● **Collected data**
========================================

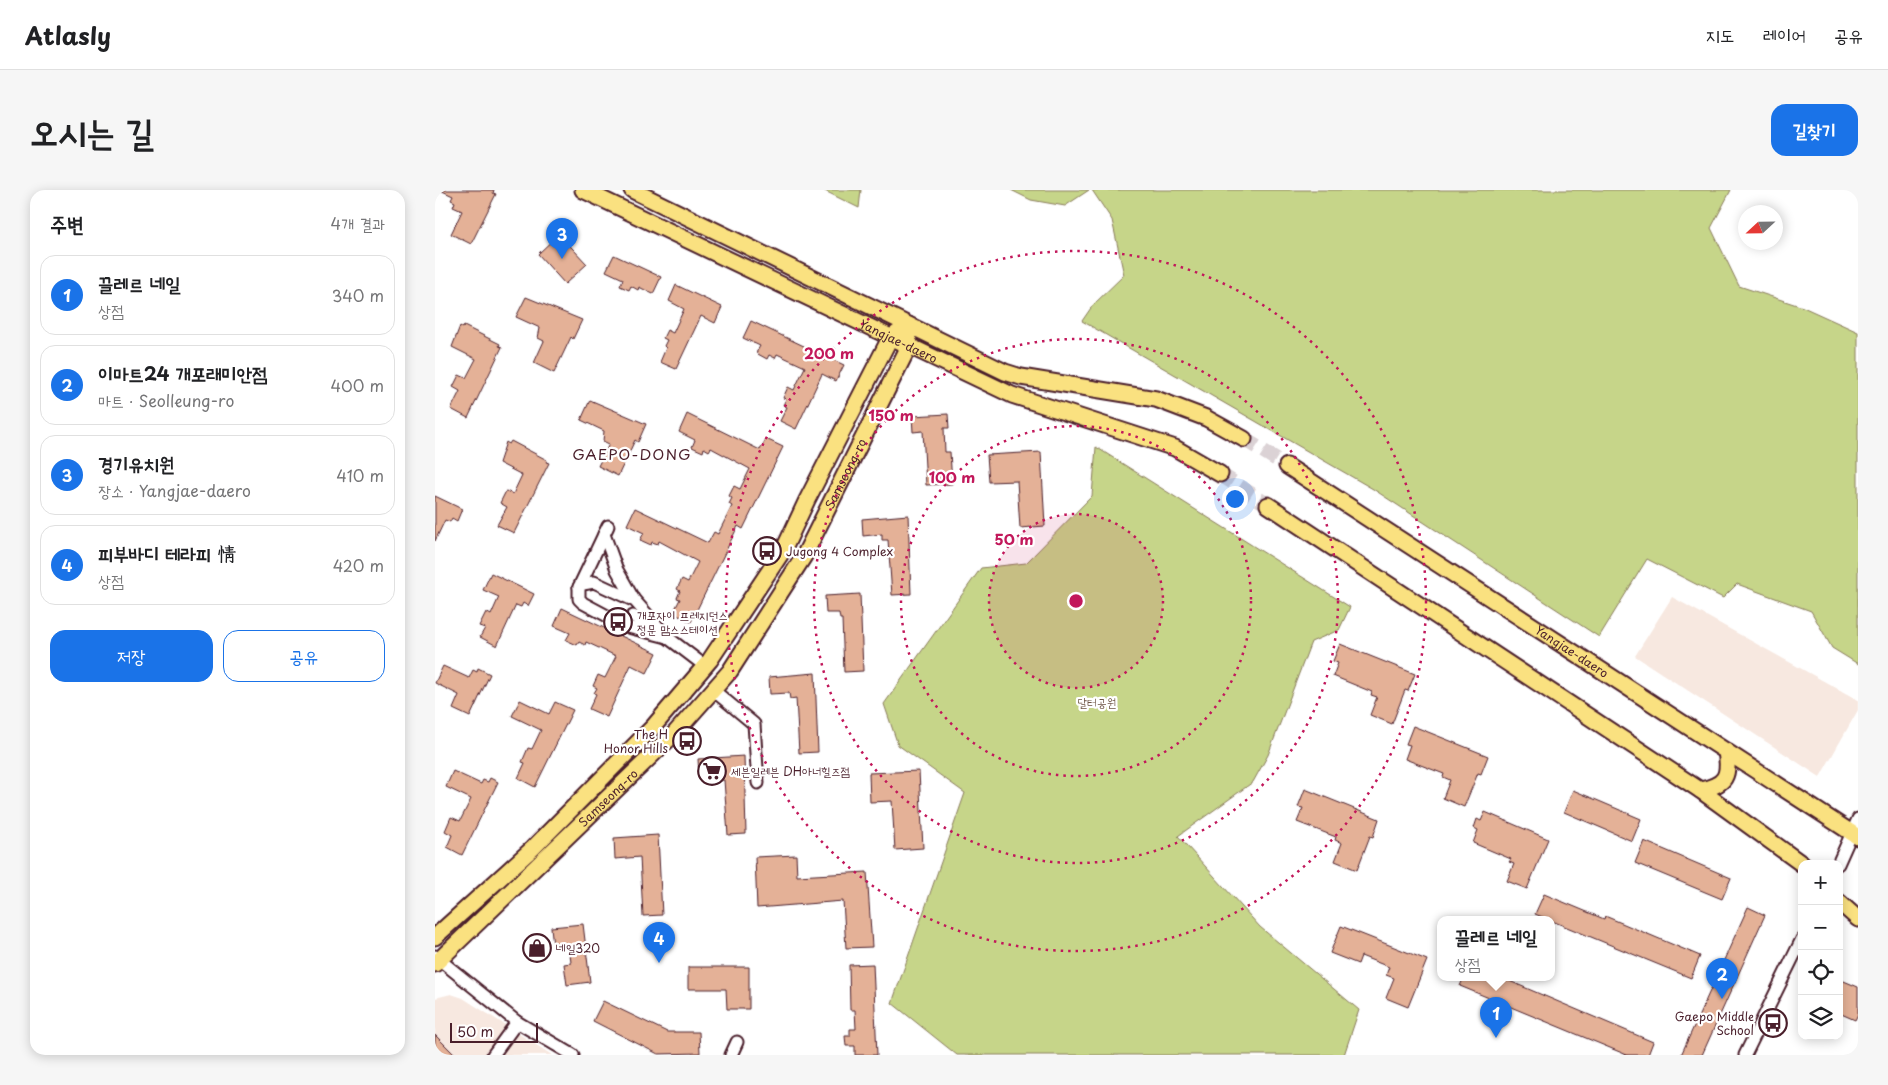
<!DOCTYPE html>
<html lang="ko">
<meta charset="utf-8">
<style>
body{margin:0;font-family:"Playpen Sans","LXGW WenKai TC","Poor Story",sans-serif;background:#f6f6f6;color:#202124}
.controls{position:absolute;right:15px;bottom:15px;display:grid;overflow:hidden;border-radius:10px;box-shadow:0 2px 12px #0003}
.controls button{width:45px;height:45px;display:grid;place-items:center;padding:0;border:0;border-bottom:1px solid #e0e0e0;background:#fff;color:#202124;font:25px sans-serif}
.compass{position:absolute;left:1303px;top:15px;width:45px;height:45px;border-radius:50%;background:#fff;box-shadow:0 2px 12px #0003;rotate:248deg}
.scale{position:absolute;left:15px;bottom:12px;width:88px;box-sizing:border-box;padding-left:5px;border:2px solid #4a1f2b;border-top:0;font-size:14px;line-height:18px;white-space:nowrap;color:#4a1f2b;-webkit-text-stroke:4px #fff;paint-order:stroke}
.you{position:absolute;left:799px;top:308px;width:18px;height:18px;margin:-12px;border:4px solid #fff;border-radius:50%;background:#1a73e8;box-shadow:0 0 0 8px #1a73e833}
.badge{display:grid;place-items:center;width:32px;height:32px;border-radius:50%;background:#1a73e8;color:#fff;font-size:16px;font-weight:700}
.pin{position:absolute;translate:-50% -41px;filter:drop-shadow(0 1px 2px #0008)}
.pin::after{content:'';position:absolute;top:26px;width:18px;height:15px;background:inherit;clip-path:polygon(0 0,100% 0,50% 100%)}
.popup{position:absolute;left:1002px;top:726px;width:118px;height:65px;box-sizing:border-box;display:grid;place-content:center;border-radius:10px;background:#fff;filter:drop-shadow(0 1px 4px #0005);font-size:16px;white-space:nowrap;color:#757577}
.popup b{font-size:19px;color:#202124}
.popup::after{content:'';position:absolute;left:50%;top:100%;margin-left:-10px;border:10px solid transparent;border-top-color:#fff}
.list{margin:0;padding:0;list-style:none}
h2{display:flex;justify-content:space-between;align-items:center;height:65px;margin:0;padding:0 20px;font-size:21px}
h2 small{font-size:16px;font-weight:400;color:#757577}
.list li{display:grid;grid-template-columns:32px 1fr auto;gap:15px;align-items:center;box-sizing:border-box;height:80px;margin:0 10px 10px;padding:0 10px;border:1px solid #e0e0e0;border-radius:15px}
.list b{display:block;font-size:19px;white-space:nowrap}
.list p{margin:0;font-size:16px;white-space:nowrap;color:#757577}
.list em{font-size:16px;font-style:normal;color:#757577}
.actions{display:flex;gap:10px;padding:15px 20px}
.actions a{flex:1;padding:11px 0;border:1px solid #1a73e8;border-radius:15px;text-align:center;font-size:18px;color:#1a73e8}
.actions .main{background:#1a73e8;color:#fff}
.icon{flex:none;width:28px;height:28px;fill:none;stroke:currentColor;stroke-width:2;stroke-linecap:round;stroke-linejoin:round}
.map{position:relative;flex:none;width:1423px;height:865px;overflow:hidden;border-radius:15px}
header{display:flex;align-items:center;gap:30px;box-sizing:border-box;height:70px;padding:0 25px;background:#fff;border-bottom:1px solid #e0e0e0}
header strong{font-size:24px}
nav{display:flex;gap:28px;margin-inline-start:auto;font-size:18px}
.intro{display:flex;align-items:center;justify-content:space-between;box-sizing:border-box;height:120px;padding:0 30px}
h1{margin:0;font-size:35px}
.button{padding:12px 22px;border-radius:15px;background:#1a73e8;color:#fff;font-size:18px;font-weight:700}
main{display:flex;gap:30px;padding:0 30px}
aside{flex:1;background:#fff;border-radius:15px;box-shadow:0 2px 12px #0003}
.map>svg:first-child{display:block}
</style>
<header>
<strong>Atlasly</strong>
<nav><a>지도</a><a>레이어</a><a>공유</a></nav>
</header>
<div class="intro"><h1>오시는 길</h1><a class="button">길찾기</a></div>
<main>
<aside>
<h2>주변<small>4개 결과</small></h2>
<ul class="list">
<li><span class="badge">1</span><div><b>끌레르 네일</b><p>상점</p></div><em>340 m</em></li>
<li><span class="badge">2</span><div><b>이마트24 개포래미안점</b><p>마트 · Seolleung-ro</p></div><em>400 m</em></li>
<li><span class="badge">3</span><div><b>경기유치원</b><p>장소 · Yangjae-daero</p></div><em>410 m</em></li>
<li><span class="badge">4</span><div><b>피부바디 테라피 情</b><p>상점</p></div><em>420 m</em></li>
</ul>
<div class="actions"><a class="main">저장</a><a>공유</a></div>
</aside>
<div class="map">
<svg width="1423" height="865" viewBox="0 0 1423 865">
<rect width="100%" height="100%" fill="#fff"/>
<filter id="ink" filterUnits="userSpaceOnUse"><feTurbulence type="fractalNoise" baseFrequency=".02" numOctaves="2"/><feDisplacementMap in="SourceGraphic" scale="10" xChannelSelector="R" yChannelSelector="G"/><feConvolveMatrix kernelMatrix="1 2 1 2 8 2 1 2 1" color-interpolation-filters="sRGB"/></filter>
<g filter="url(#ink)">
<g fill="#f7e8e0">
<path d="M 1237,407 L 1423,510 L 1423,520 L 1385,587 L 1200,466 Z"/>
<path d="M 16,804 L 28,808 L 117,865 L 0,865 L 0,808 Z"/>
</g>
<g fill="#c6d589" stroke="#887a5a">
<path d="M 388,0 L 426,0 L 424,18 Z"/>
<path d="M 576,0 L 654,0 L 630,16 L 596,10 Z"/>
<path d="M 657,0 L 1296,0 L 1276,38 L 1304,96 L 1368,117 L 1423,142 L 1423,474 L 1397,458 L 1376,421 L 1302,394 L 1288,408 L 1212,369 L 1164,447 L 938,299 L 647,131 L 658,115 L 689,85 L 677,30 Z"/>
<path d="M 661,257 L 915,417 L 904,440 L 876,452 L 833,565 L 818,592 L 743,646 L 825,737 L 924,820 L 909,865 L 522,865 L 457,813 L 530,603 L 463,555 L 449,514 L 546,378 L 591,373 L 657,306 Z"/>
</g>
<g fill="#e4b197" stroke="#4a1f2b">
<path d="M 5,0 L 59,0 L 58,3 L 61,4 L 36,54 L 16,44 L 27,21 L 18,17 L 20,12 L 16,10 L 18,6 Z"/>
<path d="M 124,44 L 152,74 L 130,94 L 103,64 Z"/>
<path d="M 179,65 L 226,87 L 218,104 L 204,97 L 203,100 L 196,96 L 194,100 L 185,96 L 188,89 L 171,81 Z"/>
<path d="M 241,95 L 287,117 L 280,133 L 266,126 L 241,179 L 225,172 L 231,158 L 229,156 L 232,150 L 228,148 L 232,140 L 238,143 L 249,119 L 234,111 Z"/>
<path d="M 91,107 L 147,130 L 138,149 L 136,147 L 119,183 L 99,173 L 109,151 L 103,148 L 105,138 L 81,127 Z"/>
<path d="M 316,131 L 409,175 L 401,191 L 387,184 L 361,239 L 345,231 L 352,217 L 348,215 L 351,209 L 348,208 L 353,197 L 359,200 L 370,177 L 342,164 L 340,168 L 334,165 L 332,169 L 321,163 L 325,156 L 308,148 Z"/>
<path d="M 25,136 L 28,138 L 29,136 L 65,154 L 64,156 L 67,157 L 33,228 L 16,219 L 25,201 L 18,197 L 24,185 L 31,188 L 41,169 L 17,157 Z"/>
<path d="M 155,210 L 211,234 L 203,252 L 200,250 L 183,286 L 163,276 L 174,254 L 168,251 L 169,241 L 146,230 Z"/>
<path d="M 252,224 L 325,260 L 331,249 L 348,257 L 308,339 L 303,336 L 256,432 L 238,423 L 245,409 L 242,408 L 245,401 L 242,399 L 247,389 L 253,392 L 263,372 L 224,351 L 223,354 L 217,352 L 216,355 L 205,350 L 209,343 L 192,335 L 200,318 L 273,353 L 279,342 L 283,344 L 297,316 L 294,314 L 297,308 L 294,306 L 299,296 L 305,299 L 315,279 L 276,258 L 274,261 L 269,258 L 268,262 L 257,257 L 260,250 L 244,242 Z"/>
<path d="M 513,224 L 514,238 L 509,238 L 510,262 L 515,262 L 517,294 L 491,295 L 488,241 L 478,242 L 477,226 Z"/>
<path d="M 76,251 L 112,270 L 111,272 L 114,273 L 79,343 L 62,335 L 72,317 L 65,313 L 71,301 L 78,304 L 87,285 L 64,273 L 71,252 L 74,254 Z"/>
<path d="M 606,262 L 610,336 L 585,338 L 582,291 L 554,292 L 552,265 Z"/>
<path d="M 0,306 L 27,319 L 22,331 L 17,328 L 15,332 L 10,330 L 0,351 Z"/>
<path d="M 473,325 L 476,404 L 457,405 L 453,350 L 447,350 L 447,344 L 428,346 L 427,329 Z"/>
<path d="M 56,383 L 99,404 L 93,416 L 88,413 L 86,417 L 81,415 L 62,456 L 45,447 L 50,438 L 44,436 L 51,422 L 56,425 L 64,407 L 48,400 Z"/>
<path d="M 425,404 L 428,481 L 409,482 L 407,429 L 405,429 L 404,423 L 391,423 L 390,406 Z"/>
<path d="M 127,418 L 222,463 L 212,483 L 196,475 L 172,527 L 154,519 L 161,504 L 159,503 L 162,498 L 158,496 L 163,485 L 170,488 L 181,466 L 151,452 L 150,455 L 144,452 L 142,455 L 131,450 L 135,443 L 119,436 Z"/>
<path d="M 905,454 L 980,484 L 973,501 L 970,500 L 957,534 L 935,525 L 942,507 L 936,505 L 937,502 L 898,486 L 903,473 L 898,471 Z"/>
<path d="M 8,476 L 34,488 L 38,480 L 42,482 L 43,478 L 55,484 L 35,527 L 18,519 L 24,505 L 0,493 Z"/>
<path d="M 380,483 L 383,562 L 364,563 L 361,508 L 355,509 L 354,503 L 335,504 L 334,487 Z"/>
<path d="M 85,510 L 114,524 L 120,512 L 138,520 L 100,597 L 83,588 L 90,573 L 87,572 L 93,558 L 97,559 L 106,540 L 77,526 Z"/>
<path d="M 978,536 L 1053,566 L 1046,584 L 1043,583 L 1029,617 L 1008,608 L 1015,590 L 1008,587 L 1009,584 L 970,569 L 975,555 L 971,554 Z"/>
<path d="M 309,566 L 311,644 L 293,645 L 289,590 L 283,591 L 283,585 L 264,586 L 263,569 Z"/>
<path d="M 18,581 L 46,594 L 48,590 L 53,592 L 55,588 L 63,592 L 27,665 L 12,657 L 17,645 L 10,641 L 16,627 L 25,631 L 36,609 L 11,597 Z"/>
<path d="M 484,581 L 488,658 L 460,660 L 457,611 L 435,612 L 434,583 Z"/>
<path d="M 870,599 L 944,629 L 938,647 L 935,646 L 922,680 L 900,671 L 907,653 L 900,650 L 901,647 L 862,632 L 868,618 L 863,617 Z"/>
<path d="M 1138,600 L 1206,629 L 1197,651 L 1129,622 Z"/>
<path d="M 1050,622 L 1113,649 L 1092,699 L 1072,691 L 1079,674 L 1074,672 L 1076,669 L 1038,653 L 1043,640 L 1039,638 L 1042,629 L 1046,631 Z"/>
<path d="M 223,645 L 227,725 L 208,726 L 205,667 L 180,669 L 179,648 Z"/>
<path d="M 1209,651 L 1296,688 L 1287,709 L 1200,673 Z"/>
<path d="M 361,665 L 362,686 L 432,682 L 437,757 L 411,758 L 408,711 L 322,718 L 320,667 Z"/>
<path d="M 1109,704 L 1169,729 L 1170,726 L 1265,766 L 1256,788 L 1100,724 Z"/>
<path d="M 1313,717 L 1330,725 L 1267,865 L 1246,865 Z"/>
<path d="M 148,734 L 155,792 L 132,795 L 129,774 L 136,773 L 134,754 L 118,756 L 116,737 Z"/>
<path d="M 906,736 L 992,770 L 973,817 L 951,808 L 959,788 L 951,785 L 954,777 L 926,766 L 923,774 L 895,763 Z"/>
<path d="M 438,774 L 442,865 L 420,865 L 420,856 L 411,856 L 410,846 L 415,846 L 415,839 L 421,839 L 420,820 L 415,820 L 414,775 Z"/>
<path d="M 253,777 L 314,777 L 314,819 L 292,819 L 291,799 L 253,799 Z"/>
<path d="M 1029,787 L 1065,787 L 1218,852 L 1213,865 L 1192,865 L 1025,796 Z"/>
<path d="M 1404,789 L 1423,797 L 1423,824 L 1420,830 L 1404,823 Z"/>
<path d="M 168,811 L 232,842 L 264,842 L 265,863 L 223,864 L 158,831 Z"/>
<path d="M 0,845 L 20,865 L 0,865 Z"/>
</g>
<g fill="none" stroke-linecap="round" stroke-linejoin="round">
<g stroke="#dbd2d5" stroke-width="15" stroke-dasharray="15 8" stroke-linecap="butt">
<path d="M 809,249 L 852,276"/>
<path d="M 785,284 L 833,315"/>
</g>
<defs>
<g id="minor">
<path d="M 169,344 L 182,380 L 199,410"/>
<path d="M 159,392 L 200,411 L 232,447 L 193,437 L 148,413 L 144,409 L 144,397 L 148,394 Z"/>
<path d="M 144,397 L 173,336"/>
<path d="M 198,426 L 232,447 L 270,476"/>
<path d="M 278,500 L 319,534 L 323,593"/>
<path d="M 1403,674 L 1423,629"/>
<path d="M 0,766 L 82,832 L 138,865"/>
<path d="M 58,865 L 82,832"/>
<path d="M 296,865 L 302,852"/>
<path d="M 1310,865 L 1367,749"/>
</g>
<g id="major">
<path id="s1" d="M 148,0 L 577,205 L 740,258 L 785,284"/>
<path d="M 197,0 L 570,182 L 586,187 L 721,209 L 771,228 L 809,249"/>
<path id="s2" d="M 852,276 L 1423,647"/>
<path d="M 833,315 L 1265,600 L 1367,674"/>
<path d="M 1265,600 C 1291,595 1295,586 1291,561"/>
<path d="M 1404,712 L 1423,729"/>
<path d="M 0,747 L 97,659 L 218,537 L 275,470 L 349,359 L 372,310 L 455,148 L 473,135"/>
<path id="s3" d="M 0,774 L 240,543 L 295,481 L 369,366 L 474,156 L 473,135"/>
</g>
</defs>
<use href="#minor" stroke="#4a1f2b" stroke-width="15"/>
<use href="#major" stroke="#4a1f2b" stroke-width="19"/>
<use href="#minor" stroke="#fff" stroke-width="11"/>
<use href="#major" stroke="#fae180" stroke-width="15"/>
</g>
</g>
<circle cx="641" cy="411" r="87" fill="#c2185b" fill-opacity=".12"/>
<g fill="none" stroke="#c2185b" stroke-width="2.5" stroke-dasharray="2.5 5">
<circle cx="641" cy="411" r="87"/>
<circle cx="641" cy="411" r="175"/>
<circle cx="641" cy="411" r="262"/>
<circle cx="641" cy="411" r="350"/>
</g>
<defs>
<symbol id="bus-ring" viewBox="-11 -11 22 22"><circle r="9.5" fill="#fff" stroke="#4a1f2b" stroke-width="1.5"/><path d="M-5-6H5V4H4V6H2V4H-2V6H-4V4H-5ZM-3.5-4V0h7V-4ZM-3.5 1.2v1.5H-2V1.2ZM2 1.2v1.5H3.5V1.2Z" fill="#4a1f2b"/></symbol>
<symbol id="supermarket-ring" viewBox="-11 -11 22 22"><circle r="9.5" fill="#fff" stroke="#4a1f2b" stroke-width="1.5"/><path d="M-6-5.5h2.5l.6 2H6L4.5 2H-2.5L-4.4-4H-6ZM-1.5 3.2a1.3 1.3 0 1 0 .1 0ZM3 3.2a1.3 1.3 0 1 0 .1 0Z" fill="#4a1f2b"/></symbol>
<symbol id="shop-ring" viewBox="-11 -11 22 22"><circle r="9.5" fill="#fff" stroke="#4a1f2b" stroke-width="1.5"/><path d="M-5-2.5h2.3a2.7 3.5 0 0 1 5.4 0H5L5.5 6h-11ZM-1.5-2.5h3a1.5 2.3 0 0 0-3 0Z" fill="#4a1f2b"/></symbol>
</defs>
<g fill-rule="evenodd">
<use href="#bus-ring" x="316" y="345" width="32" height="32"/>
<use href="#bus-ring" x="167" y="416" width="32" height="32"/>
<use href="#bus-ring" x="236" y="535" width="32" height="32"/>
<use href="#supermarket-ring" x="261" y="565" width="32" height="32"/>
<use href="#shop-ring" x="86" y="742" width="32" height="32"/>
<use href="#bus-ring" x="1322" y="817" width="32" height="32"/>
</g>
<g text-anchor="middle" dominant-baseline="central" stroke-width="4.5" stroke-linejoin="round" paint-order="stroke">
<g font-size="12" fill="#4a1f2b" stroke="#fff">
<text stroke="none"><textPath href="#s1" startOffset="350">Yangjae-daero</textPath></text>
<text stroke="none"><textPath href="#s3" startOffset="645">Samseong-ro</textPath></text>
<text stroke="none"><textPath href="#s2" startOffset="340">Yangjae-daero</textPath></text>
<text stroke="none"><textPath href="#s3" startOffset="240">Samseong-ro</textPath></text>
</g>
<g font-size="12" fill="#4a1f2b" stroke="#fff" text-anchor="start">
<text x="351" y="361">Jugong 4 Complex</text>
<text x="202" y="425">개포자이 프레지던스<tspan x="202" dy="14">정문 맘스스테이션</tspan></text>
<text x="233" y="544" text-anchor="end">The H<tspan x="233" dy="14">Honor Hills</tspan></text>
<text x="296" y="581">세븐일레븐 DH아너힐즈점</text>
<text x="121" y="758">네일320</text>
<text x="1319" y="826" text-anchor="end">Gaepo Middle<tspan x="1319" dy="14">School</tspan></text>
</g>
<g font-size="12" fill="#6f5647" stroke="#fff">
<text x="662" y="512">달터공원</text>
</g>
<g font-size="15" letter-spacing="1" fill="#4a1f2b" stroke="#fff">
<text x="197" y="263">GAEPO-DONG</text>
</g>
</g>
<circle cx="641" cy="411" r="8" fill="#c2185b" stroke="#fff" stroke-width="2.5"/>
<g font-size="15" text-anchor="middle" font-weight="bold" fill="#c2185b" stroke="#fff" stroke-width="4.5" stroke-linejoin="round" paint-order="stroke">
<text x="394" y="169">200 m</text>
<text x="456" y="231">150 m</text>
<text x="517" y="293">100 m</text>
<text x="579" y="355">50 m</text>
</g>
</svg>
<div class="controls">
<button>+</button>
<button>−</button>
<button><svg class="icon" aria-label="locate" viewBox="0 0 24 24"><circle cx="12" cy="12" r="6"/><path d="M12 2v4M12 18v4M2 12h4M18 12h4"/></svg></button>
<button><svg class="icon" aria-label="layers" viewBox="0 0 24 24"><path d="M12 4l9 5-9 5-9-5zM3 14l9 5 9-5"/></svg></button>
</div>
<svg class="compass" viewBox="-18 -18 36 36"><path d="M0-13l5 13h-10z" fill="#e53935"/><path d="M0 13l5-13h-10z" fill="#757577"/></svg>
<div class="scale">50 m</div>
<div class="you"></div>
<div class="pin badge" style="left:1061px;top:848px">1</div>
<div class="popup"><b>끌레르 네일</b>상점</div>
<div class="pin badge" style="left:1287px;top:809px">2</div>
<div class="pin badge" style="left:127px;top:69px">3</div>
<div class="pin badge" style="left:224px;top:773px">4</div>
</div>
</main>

========================================

● **Your objective**
Copy each line above that contains the string "after".

● **Response**
.pin::after{content:'';position:absolute;top:26px;width:18px;height:15px;background:inherit;clip-path:polygon(0 0,100% 0,50% 100%)}
.popup::after{content:'';position:absolute;left:50%;top:100%;margin-left:-10px;border:10px solid transparent;border-top-color:#fff}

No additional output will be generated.